Despite changes in their roster and behind the bench, the Canucks’ powerplay hasn’t changed much. Okay, it has. It’s even worse now than it was last season, sputtering at a woeful 9.7% (28th in the NHL, ahead only of the Winnipeg Jets and Florida Panthers), and having only scored 6 powerplay goals in 20 games this season.
At least the PK is okay.
With a penalty-killing rate of 89.4%, the Canucks currently have the best PK in the NHL. Not only that, they’ve also scored 3 shorthanded goals, which is tied for 2nd in the NHL. Add to this that they’ve been shorthanded longer than all but 7 teams, and you have to admit, the PK has been one of their bright spots.
Luongo’s been good, but he needs to be better.

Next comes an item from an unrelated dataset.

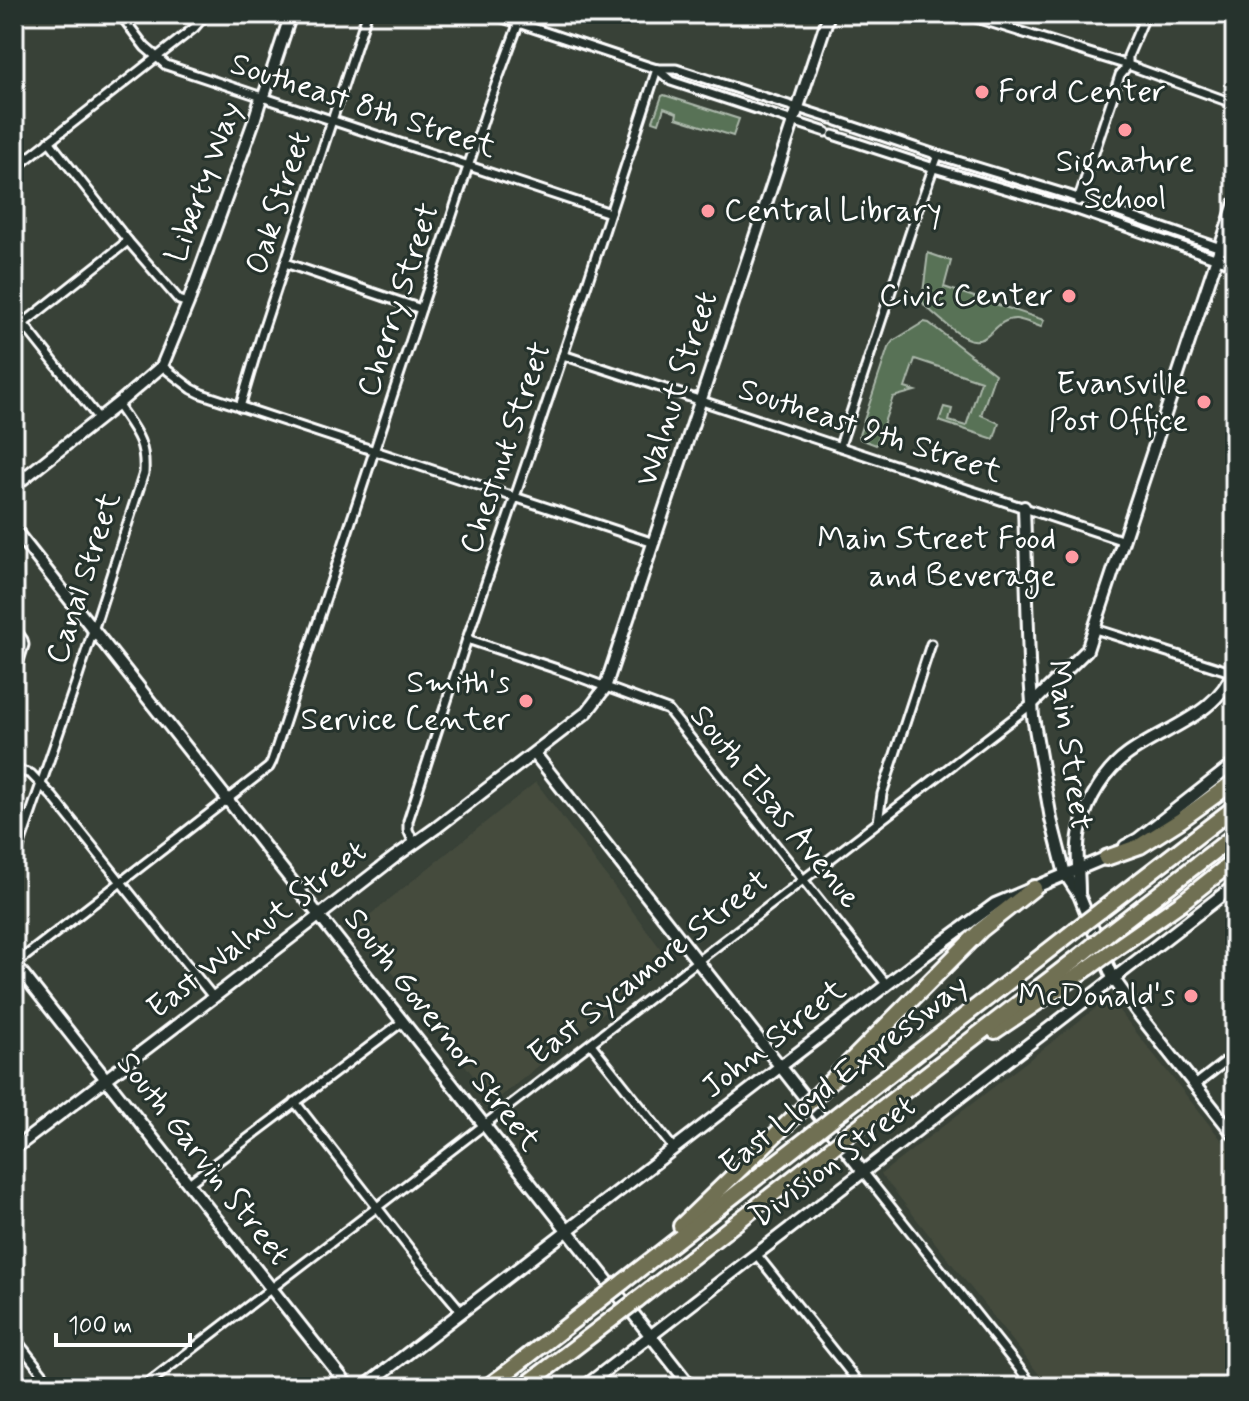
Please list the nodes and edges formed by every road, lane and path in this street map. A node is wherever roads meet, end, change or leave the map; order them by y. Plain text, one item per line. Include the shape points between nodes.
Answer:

By Roberto Luongo’s usual October standards, he actually had a good start to the season and currently sits in the top 10 in wins among all NHL goaltenders. But behind the 9 wins in 16 games – only 6 goalies have more wins than he does – are some pretty average numbers. His 0.911 overall save percentage ranks him just 26th among all NHL goaltenders. His 2.41 GAA ranks him 21st. He has a 0.910 save percentage on even-strength (51st), and a 0.914 save percentage when the Canucks are shorthanded (23rd). Lu’s been good. But if the Canucks have any hope in getting out of the tough, tough, tough Pacific Division, they need him to be better.
“…after a couple of Art Ross trophies, a Lester Pearson trophy…”
Also that Hart thingy, no?
I never want to see the Canucks suit up for a different NHL team, but you have to appreciate that the ones advocating letting them walk (or especially those who think they could be traded) aren’t saying so because they think they’re bad players, so I don’t know if anything has been proven one way or another. Those clamoring for a rebuild specifically want to dump veteran players with value for prospects.
Sorry, that should read “the SEDINS suit up for a different NHL team”. As written it obviously makes no sense.
For sure there are some who simply want to sell high on the Sedins. But that’s not the impression I get from a lot of others, who flat out feel that this team is better off without them. It’s the latter group that puzzles me. As you said, maybe they just want a rebuild… but personally, I think this group should be at their prime right now, and not only that, but the Sedins seem to be defying expectations. They’re not an elite team by any stretch, but they should still be competitive… and maybe a year or two away from having to go on full rebuild mode.